By TBY | Qatar | Nov 16, 2017
Qatar has a long pipeline of school projects ahead, and the new legislation introduced by the state aims to trigger the attention of private investors for the construction of education centers.
HH Sheikh Tamim bin Hamad Al Thani, Amir of the State of Qatar, opened the session of the 45th Advisory Council in late 2016 with the assurance that Qatar would issue a PPP law to involve the private sector in a list of projects implemented by the government. Aimed at following HH’s words to the Advisory Council, TBY organized a roundtable in partnership with the Ministry of Economy and Commerce under the name “The implementation of Public-Private Partnerships (PPPs) in the State of Qatar” in April 2017.
TBY’s discussion was opened by HE Sultan bin Rashid Al Khater, Undersecretary of the Ministry of Economy and Commerce. While he stressed the importance of PPPs for the overall economic development of the country, HE Al Khater highlighted the key role this model could have in the pipeline of social infrastructure the peninsula has planned ahead. A number of PPP opportunities had already been identified in collaboration with the Ministry of Education and Higher Education, especially in the construction of new schools. Among the USD20 billion opportunities across all sectors, the Ministry of Economy and Commerce expects 11 private schools and 50 public schools to be developed in public-private cooperation.
As spending in the 2017 budget is set to decline to USD5.4 billion, the Qatari government aims to involve all players in the development of national infrastructure. In this context, PPPs emerge as the solution to ease the strain of funding a pipeline of social projects, including education centers. In August 2016, HE the Minister of Economy and Commerce announced that Qatar was looking to increase FDI in the development of the country’s infrastructure projects. In this regard, a newly established legal framework governing the use of PPPs should provide an additional level of comfort to foreign investors as well as greater guidance to government entities wishing to undertake PPP projects.
The Public Works Authority, Ashghal, announced at TBY’s event that it will invest USD20 billion in infrastructure during the next five to seven years. Eng. Abdullah bin Hamad Al-Attiyah, Assistant President of Ashghal, recalled a precedent in the development of schools between the public and private sectors. In 2001, Qatar overhauled its K-12 system and established its first charter schools, a BOT-type project whereby the government finances the school’s construction and awards a three-year operation contract to a private player. More than 40 local independent schools opened after 2004, serving about one-third of all K-12 students in Qatar.
However, the model did not perform successfully, and the quality of primary and secondary education in Qatar was brought into question. For this reason, a new law was issued in May 2016 calling for the establishment of public schools in Qatar. The incoming legislation stipulates that the government will open public schools and provide them with the necessary funds to educate and raise the younger generation of Qataris.
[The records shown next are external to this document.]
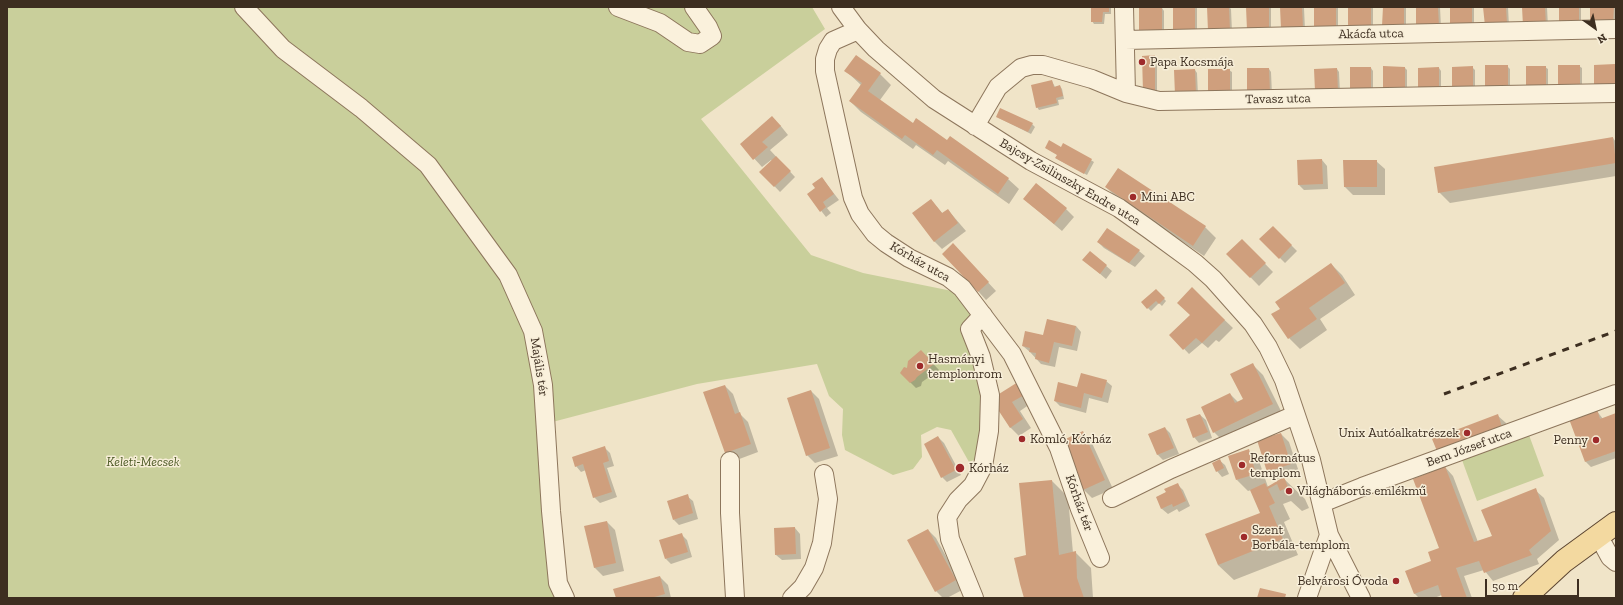 <!DOCTYPE html>
<html>
<head>
<meta charset="utf-8">
<style>
	body { margin:0 }
	#map { position:relative; width:1623px; height:605px; overflow:hidden; background:#f0e4c8; font-family:"Zilla Slab",serif }
	canvas { display:block }
	.frame { position:absolute; inset:0; border:8px solid #3d2e20; pointer-events:none }
	.north { position:absolute; left:1575px; top:8px; width:40px; height:40px; -webkit-text-stroke:3px #f7eed8; paint-order:stroke; rotate:147deg; font-size:11px; font-weight:700; line-height:16px; text-align:center; color:#3d2e20 }
	.north::after { content:''; display:block; margin:auto; width:14px; height:18px; background:#3d2e20; clip-path:polygon(50% 0,100% 100%,50% 72%,0 100%) }
	.scale { position:absolute; left:1485px; top:579px; width:94px; height:18px; box-sizing:border-box; border:2px solid #3d2e20; border-top:0; padding-left:5px; font-size:12px; line-height:14px; white-space:nowrap; color:#3d2e20; -webkit-text-stroke:3px #f7eed8; paint-order:stroke }
</style>
</head>
<body>
<div id="map">
<canvas width="1623" height="605"></canvas>
<div class="frame"></div>
<div class="north">N</div>
<div class="scale">50 m</div>
</div>
<script>
const context = document.querySelector('canvas').getContext('2d');
context.lineJoin = 'round';
function fillPath(path, color) {
  context.fillStyle = color;
  context.fill(path, 'evenodd');
}
function toPath(rows) {
  const path = new Path2D();
  for (const r of rows) {
    path.moveTo(r[0], r[1]);
    for (let i = 2; i < r.length; i += 2) path.lineTo(r[i], r[i + 1]);
  }
  return path;
}
function strokePath(path, color, width, dash) {
  context.strokeStyle = color;
  context.lineWidth = width;
  context.lineCap = dash ? 'butt' : 'round';
  context.setLineDash(dash || []);
  context.stroke(path);
}
function write(font, color, halo, rows, align = 'center') {
  context.font = font + ' "Zilla Slab",serif';
  context.lineWidth = 3;
  context.setLineDash([]);
  context.textBaseline = 'middle';
  context.strokeStyle = halo;
  context.fillStyle = color;
  for (const [text, x, y, turn = 0] of rows) {
    context.save();
    context.translate(x, y);
    context.rotate((+turn || 0) * Math.PI / 180);
    context.textAlign = isNaN(turn) ? turn : align;
    if (halo) context.strokeText(text, 0, 0);
    context.fillText(text, 0, 0);
    context.restore();
  }
}
fillPath(toPath([
	[7,7,812,7,825,29,701,119,811,255,863,273,957,292,975,320,988,391,979,458,969,462,951,430,937,427,921,435,922,457,913,469,893,475,845,450,842,435,843,409,829,396,817,364,697,384,541,425,559,598,7,598],
	[1529,435,1544,476,1477,501,1462,460]
]), '#c9cf9b');
fillPath(toPath([
	[1092,7,1111,7,1111,14,1105,14,1104,24,1094,24,1092,21],
	[1174,7,1197,7,1197,33],
	[1214,7,1229,7,1231,9,1232,32],
	[1247,7,1269,7,1271,8,1271,31],
	[1281,7,1304,8,1305,30],
	[1315,7,1338,7,1338,29],
	[1349,7,1373,7,1373,29],
	[1384,7,1406,7,1406,29],
	[1417,7,1440,7,1441,28],
	[1451,7,1474,7,1474,27],
	[1484,7,1508,7,1509,26],
	[1523,7,1547,7,1548,27],
	[1560,7,1581,7,1581,26],
	[1591,7,1616,7,1615,25],
	[1162,8,1164,11,1164,34,1140,31],
	[1154,56,1157,59,1157,93,1147,94],
	[856,57,880,74,891,85,880,100,913,125,947,142,1008,179,1019,189,1009,204,948,161,945,165,916,145,913,149,861,112,850,101,861,85,846,71],
	[1614,65,1616,67,1616,89,1598,89],
	[1507,66,1510,69,1510,90,1488,90],
	[1579,66,1582,68,1582,89,1562,90],
	[1472,67,1475,70,1475,91,1453,68],
	[1545,67,1548,69,1548,89,1529,89],
	[1371,68,1373,71,1373,94,1353,94],
	[1405,68,1407,70,1407,92,1384,90],
	[1439,68,1441,71,1441,92,1421,92],
	[1248,69,1269,69,1271,72,1272,95],
	[1337,69,1339,72,1340,93,1318,93],
	[1195,70,1197,73,1198,96,1178,97],
	[1229,70,1232,72,1232,95,1212,95],
	[1052,81,1055,87,1060,86,1062,89,1064,99,1058,100,1059,105,1039,110,1037,107],
	[997,117,1032,124,1035,127,1031,134],
	[780,125,788,135,770,150,795,177,780,192,761,172,772,161,771,160,762,167,741,144],
	[1613,138,1616,142,1616,176,1450,203,1439,192],
	[1064,144,1094,162,1087,175,1059,160,1056,158,1058,155,1046,148,1062,148],
	[1322,160,1327,166,1328,189,1304,190,1299,185],
	[1344,161,1376,161,1385,169,1385,195,1353,195,1345,187],
	[822,178,839,200,827,208,831,213,826,217,808,194,816,188],
	[1106,187,1205,227,1216,238,1204,256,1117,198],
	[1024,199,1066,209,1074,217,1062,231],
	[931,200,943,214,948,210,966,231,942,249,934,241],
	[1273,227,1297,251,1285,263,1261,239],
	[1242,240,1273,272,1259,286,1228,254],
	[1098,242,1139,251,1145,256,1135,267,1104,248],
	[1090,252,1112,271,1106,279,1084,260],
	[961,253,996,291,986,300,978,291],
	[1331,264,1342,275,1355,295,1320,319,1327,330,1300,349,1289,338,1273,315,1281,309],
	[1192,289,1233,328,1219,342,1216,340,1208,348,1202,343,1189,354,1171,335,1191,315],
	[1156,290,1166,301,1162,306,1159,303,1151,311,1142,302],
	[1076,326,1081,332,1077,351,1059,347,1055,367,1041,364,1030,352,1023,346,1044,336],
	[921,351,939,370,922,382,921,386,916,388,901,373,908,369],
	[1252,364,1263,375,1283,415,1225,443,1214,432,1230,394,1238,402,1244,399],
	[1106,381,1112,386,1108,403,1089,398,1086,413,1060,406,1055,401,1078,388],
	[1018,383,1033,402,1020,411,1031,428,1019,436,1010,427,993,400],
	[725,386,733,394,740,414,748,422,758,452,734,461,726,452],
	[811,391,819,399,838,456,815,463,807,455],
	[1596,410,1603,419,1616,414,1616,458,1591,467,1586,462,1570,420],
	[1200,415,1206,420,1212,438,1199,443,1194,437],
	[1497,415,1506,423,1510,435,1446,459],
	[1165,428,1170,433,1179,454,1163,460,1158,455,1149,434],
	[1083,432,1091,441,1113,489,1092,498,1084,490,1062,441],
	[1281,434,1289,442,1299,472,1282,477,1305,499,1309,508,1302,511,1291,501,1283,504,1290,519,1284,522,1298,555,1234,580,1218,565,1261,513,1251,490,1248,491,1237,480,1248,451,1259,461,1268,487,1278,483,1277,481,1281,479,1281,478,1276,479,1268,471],
	[938,437,944,443,961,475,947,482,942,477],
	[604,447,610,453,614,466,607,468,617,497,600,503,594,497,586,470,581,472,576,466],
	[1219,460,1225,465,1229,474,1222,477,1217,471],
	[1445,467,1453,476,1478,542,1493,536,1535,490,1544,498,1559,540,1537,559,1539,564,1493,581,1484,570,1464,576,1472,598,1443,598,1442,595,1434,598,1419,598,1415,594,1407,571,1432,562,1440,549],
	[1052,481,1068,497,1073,553,1075,552,1091,568,1093,598,1025,598,1028,556],
	[1178,485,1183,490,1190,506,1179,512,1177,509,1168,514,1162,509,1157,498],
	[687,496,693,501,698,519,679,525,674,520],
	[607,522,615,530,624,571,603,576,595,568],
	[795,528,800,534,801,559,782,560,776,555],
	[928,530,936,538,964,589,947,598,943,598,936,591],
	[681,534,687,540,692,557,671,564,666,559],
	[660,577,668,585,671,598,617,598]
]), '#0003');
fillPath(toPath([
	[1091,7,1109,7,1109,12,1103,12,1102,22,1091,22],
	[1139,7,1162,7,1162,32,1139,31],
	[1173,7,1195,7,1195,31,1173,32],
	[1207,7,1229,7,1230,30,1208,31],
	[1246,7,1269,7,1269,29,1247,30],
	[1280,7,1302,7,1303,28,1281,29],
	[1314,7,1336,7,1336,27,1314,28],
	[1348,7,1371,7,1371,27,1348,27],
	[1383,7,1404,7,1404,27,1382,26],
	[1416,7,1438,7,1439,26,1416,27],
	[1450,7,1472,7,1472,25,1450,26],
	[1483,7,1506,7,1507,24,1485,26],
	[1522,7,1545,7,1546,25,1523,26],
	[1559,7,1579,7,1579,24,1559,25],
	[1590,7,1614,7,1613,23,1590,23],
	[856,55,881,73,868,91,913,123,916,118,947,140,950,136,1009,178,998,194,937,150,933,155,905,135,902,139,849,101,862,83,844,71],
	[1155,55,1155,91,1143,92,1142,56],
	[1615,64,1615,87,1594,87,1594,65],
	[1485,65,1508,65,1508,88,1485,88],
	[1558,65,1580,65,1580,87,1558,88],
	[1383,66,1405,67,1405,90,1383,90],
	[1473,66,1473,89,1452,89,1452,67],
	[1526,66,1546,66,1546,87,1526,87],
	[1350,67,1371,67,1371,92,1350,92],
	[1439,67,1439,90,1418,90,1418,68],
	[1247,68,1269,68,1270,93,1247,93],
	[1337,68,1338,91,1315,91,1314,69],
	[1195,69,1196,94,1175,95,1174,70],
	[1208,69,1230,69,1230,93,1208,93],
	[1052,80,1054,87,1060,85,1063,96,1056,98,1057,103,1036,108,1031,85],
	[1000,108,1033,123,1028,132,996,117],
	[772,116,781,126,762,142,768,147,753,160,740,144],
	[1613,137,1616,163,1438,193,1434,167],
	[1049,140,1061,147,1063,143,1092,159,1084,174,1055,158,1057,155,1045,148],
	[776,156,791,171,774,187,759,172],
	[1322,159,1323,184,1298,185,1297,160],
	[1343,160,1377,160,1377,187,1344,187],
	[1118,168,1206,226,1193,246,1105,187],
	[822,177,834,194,823,202,826,207,820,212,807,194,815,188,812,184],
	[1036,183,1067,208,1054,224,1023,199],
	[931,199,942,213,948,209,958,223,934,242,912,213],
	[1273,226,1292,245,1279,259,1259,239],
	[1107,228,1140,250,1129,263,1097,242],
	[1242,239,1266,263,1250,278,1226,254],
	[953,243,989,282,978,292,942,254],
	[1090,251,1107,265,1100,274,1082,260],
	[1331,263,1345,283,1309,308,1317,319,1288,339,1271,314,1280,309,1275,302],
	[1192,287,1225,320,1202,343,1196,338,1183,350,1169,335,1190,315,1177,303],
	[1156,289,1165,298,1159,304,1156,301,1147,309,1141,302],
	[1047,319,1076,326,1072,346,1054,342,1049,363,1035,359,1036,353,1029,352,1030,348,1022,346,1025,331,1043,335],
	[921,350,934,364,917,377,915,380,910,383,900,373,904,367,907,368,908,361],
	[1253,363,1273,404,1213,433,1201,407,1230,393,1235,403,1243,399,1230,374],
	[1081,373,1107,380,1102,398,1084,393,1081,408,1054,401,1058,382,1077,387],
	[1018,382,1026,394,1012,402,1023,419,1010,428,991,399],
	[725,385,735,414,740,412,751,444,725,453,703,392],
	[811,390,830,448,806,456,787,398],
	[1597,409,1600,419,1616,413,1616,451,1585,462,1569,419],
	[1200,414,1208,432,1193,438,1186,419],
	[1498,414,1502,427,1437,451,1432,439],
	[1165,427,1174,448,1157,455,1148,434],
	[1083,431,1105,480,1083,490,1061,441],
	[1281,433,1291,464,1267,472,1257,440],
	[938,436,956,470,941,478,924,444],
	[605,446,609,461,603,463,612,492,593,498,583,464,575,467,572,457],
	[1249,449,1256,474,1236,480,1228,456],
	[1220,459,1224,468,1216,472,1212,463],
	[1445,466,1474,542,1492,536,1481,510,1536,488,1551,531,1529,550,1532,555,1484,573,1479,561,1456,568,1467,598,1442,598,1438,585,1414,594,1405,571,1431,561,1428,552,1439,548,1413,479],
	[1284,477,1288,487,1280,491,1277,484,1268,489,1275,503,1269,506,1283,539,1218,565,1205,534,1260,513,1250,490,1265,483,1267,487],
	[1052,480,1059,555,1076,551,1077,578,1084,598,1024,598,1020,584,1014,558,1026,555,1019,483],
	[1178,483,1186,501,1173,507,1172,504,1161,509,1156,497,1166,492,1164,489],
	[688,494,693,513,673,520,667,501],
	[607,521,616,563,594,568,584,526],
	[795,527,796,554,775,555,774,528],
	[928,529,956,580,935,592,907,540],
	[682,533,688,552,665,559,659,540],
	[660,576,665,594,651,598,616,598,613,589],
	[1260,588,1286,594,1285,598,1257,598]
]), '#cf9f7d');
const minor = toPath([
	[244,7,283,49,361,108,428,165,508,275,533,331,543,385,551,511,558,583,565,598],
	[618,7,660,23,688,42,700,44,712,36,708,27,694,7],
	[841,7,858,30,876,49,934,99,1031,161,1119,208,1150,230,1195,263,1213,279,1253,324,1268,347,1284,380,1311,460,1329,535,1361,598],
	[1124,7,1126,93],
	[858,30,833,41,828,49,825,59,825,71,853,198,860,214,875,234,886,243,909,258,948,277,962,288,1012,354,1059,448,1080,509,1100,558],
	[1125,40,1616,29],
	[975,126,998,87,1021,68,1032,65,1043,65,1092,79,1126,93,1159,101,1616,93],
	[730,461,730,513,735,598],
	[1112,498,1171,469,1295,415],
	[1322,503,1362,487,1616,394],
	[1598,535,1610,557,1616,562],
	[792,598,803,587,814,568,822,543,828,499,824,474],
	[974,598,950,539,947,517,958,500,973,485,983,466,989,431,990,395,981,357,970,329,983,315],
	[1307,598,1329,535]
]);
const major = toPath([
	[1524,598,1564,561,1616,523]
]);
strokePath(minor, '#8d765c', 20);
strokePath(major, '#5b4430', 24);
strokePath(minor, '#faf1dc', 18);
strokePath(major, '#f3d9a0', 22);
strokePath(toPath([
	[1444,394,1616,331]
]), '#3d2e20', 3, [7, 7]);
for (const [x, y, r, color] of [
	[1142,62,4,"#9e2a2b"],
	[1133,197,4,"#9e2a2b"],
	[920,366,4,"#9e2a2b"],
	[1467,433,4,"#9e2a2b"],
	[1022,439,4,"#9e2a2b"],
	[1596,440,4,"#9e2a2b"],
	[1242,465,4,"#9e2a2b"],
	[960,468,5,"#9e2a2b"],
	[1289,491,4,"#9e2a2b"],
	[1244,537,4,"#9e2a2b"],
	[1396,581,4,"#9e2a2b"]
]) {
  const dot = new Path2D();
  dot.arc(x, y, r, 0, 2 * Math.PI);
  context.fillStyle = color;
  context.fill(dot);
  strokePath(dot, '#f7eed8', 1.5);
}
write('13px', '#3d2e20', '#f7eed8', [
	["Akácfa utca",1371,34,-1],
	["Tavasz utca",1278,99,-1],
	["Bajcsy-Zsilinszky Endre utca",1070,182,30],
	["Kórház utca",920,262,30],
	["Majális tér",539,367,81],
	["Bem József utca",1469,448,-20],
	["Kórház tér",1079,503,70]
]);
write('13px', '#3d2e20', '#f7eed8', [
	["Papa Kocsmája",1150,62],
	["Mini ABC",1141,197],
	["Hasmányi",928,359],
	["templomrom",928,374],
	["Unix Autóalkatrészek",1459,433,"right"],
	["Komló, Kórház",1030,439],
	["Penny",1588,440,"right"],
	["Református",1250,458],
	["templom",1250,473],
	["Kórház",969,468],
	["Világháborús emlékmű",1297,491],
	["Szent",1252,530],
	["Borbála-templom",1252,545],
	["Belvárosi Óvoda",1388,581,"right"]
], 'left');
write('italic 13px', '#4d5a26', '#f7eed8', [
	["Keleti-Mecsek",143,462]
]);
</script>
</body>
</html>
The Ministry of Education and Higher Education will regulate these schools and appoint their administrative and academic staff. It will also supervise and develop the schools to ensure high-quality education.
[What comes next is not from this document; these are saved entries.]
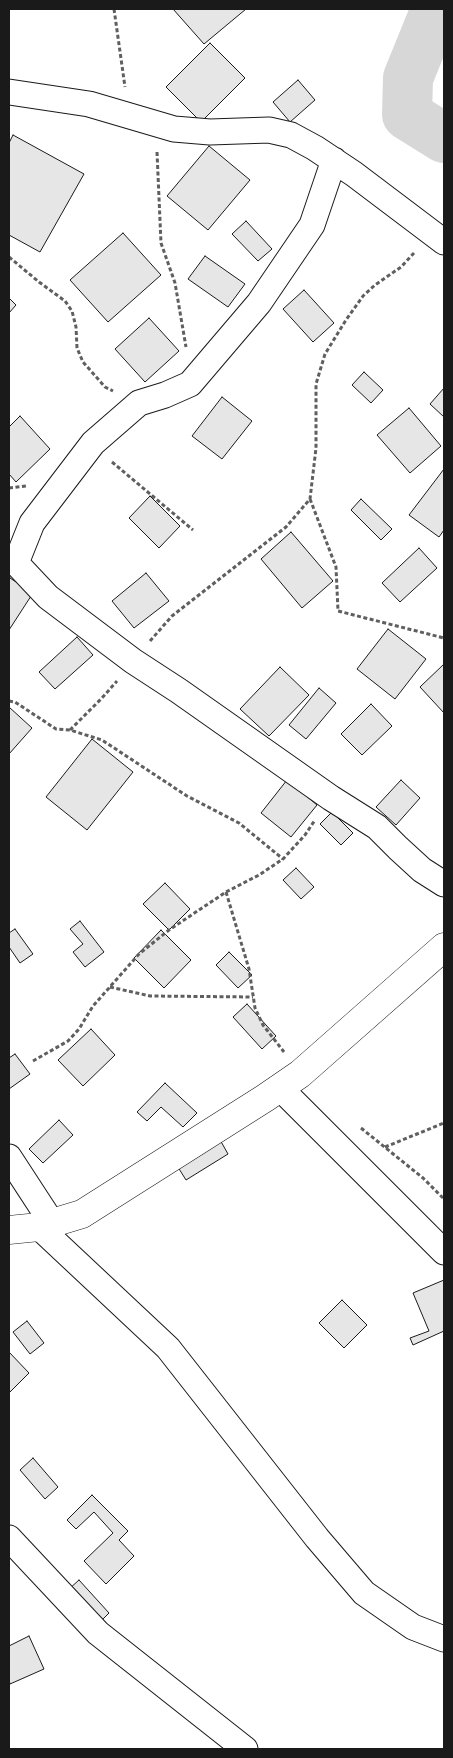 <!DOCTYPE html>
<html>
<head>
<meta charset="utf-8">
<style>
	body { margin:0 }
	#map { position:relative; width:453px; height:1758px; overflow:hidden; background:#fff; font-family:Karla,sans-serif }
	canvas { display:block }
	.frame { position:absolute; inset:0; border:10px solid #1a1a1a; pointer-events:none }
</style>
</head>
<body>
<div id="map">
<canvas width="453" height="1758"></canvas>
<div class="frame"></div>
</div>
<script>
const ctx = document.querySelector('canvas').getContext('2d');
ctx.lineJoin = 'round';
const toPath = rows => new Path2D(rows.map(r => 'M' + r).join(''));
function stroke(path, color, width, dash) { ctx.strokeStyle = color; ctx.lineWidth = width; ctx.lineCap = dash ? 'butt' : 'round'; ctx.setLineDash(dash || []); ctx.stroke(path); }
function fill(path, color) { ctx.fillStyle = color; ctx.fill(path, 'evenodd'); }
const river = toPath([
	[436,9,408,78,407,115,444,138]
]);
const building = toPath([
	[173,9,246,9,204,44,173,9],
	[210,43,245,78,201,122,166,87,210,43],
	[298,80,315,100,290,122,273,102,298,80],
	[13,135,84,174,40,252,9,235,9,143,13,135],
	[209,146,250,180,208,230,167,196,209,146],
	[246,221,272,249,258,261,232,234,246,221],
	[123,233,161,275,108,322,70,280,123,233],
	[205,256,245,284,228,307,188,279,205,256],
	[304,290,334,323,313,342,283,309,304,290],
	[9,298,16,305,9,313,9,298],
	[149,318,179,351,145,382,115,349,149,318],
	[364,372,383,390,371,403,352,385,364,372],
	[444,388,444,417,430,404,444,388],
	[222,397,252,421,222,459,192,436,222,397],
	[409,408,441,446,410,473,377,435,409,408],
	[20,416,50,449,16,482,9,474,9,427,20,416],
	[444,469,444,530,439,537,409,515,444,469],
	[150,496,180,526,159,548,129,518,150,496],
	[361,499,392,529,381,540,351,510,361,499],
	[291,532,333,581,302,608,261,559,291,532],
	[419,548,437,568,400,602,382,583,419,548],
	[146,573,169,601,134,628,112,601,146,573],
	[10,578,33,593,9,630,9,581,10,578],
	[388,629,426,659,395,699,357,669,388,629],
	[77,637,93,655,55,689,39,672,77,637],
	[444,664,444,713,420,687,444,664],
	[280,667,309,695,269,736,240,709,280,667],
	[319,688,336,703,306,739,289,725,319,688],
	[371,704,392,726,362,755,341,734,371,704],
	[9,707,32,728,9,754,9,707],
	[92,739,133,772,87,830,46,797,92,739],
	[287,780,317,805,291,837,261,813,287,780],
	[401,780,420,798,396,825,376,807,401,780],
	[332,812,353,833,341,845,320,824,332,812],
	[296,868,314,887,301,899,283,880,296,868],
	[165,883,190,909,169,930,143,904,165,883],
	[80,921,104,952,85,967,73,952,83,944,70,929,80,921],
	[15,929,33,954,20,963,9,947,9,933,15,929],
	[161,930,191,960,164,988,134,958,161,930],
	[229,952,252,975,238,988,216,965,229,952],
	[247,1004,276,1036,262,1049,233,1017,247,1004],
	[91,1029,115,1055,83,1086,58,1060,91,1029],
	[15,1054,30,1074,9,1089,9,1058,15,1054],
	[165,1083,197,1113,183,1127,161,1107,147,1121,137,1112,165,1083],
	[59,1120,73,1135,43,1163,29,1149,59,1120],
	[219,1138,228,1154,186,1180,176,1164,219,1138],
	[444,1280,444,1331,413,1345,410,1338,429,1331,413,1293,444,1280],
	[342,1300,367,1325,344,1348,319,1323,342,1300],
	[27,1321,44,1343,30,1354,13,1332,27,1321],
	[9,1352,29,1373,9,1393,9,1352],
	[33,1458,58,1487,45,1499,20,1470,33,1458],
	[92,1495,128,1531,119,1540,134,1556,106,1584,84,1561,113,1533,94,1512,76,1529,67,1520,92,1495],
	[79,1580,109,1613,98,1624,68,1590,79,1580],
	[29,1636,44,1669,10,1684,9,1680,9,1646,29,1636]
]);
const path = toPath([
	[114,9,125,87],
	[157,152,161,243,175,283,186,347],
	[9,257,39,282,65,301,72,311,76,327,77,348,83,362,105,387,113,391],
	[112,462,193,530],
	[9,488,26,486],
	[310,499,336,567,338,611,444,638],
	[150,641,172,616,286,527,310,499,316,448,316,384,325,354,346,320,363,296,375,285,401,267,414,253],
	[9,701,15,702,56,729,70,730,102,740,187,796,239,823,283,859],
	[70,730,102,698,117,681],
	[226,892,249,969,255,1008,263,1025,284,1052],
	[110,987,150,996,253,997],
	[33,1061,68,1041,79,1029,93,1006,139,954,169,930,226,892,259,875,283,859,305,835,315,820],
	[361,1128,423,1178,444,1199],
	[385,1147,444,1123]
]);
const minor = toPath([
	[9,92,89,104,174,129,210,132,269,130,291,135,315,148,354,174,444,242],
	[334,160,312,225,259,303,190,384,165,395,139,403,93,443,32,523,16,563,48,597,133,661,179,691,331,798,377,827,398,848,422,870,444,884],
	[280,1088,444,1252],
	[9,1157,52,1223],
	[39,1227,168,1348,317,1538,364,1593,413,1627,444,1639],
	[9,1538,98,1633,245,1749]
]);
const tertiary = toPath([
	[9,1230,39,1227,82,1214,265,1098,300,1074,444,947]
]);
stroke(river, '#d7d7d7', 50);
fill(building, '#e6e6e6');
stroke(building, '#1a1a1a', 1);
stroke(minor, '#1a1a1a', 27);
stroke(tertiary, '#1a1a1a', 29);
stroke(path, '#5f5f5f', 3, [4, 2.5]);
stroke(minor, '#fff', 25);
stroke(tertiary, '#fff', 28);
</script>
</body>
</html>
The new legislation is expected to act as a catalyst for the development of Qatar’s education sector. The private sector’s technologies and innovation in public schools will result in a better array of tools and sources to improve the country’s K-12 education and cater to the growing demand of school places in the Gulf. At the same time, PPPs will help diversify sources of funding for infrastructure projects through private sector financing, which will have a positive effect on the public coffers. The implementation of PPPs in the construction of schools will help reduce the government’s burden of capital expenditure and increase FDI, as well as many other advantages such as greater accountability, efficiency and knowledge transfer. At the end of the day, the education of new generations is a matter that involves everyone.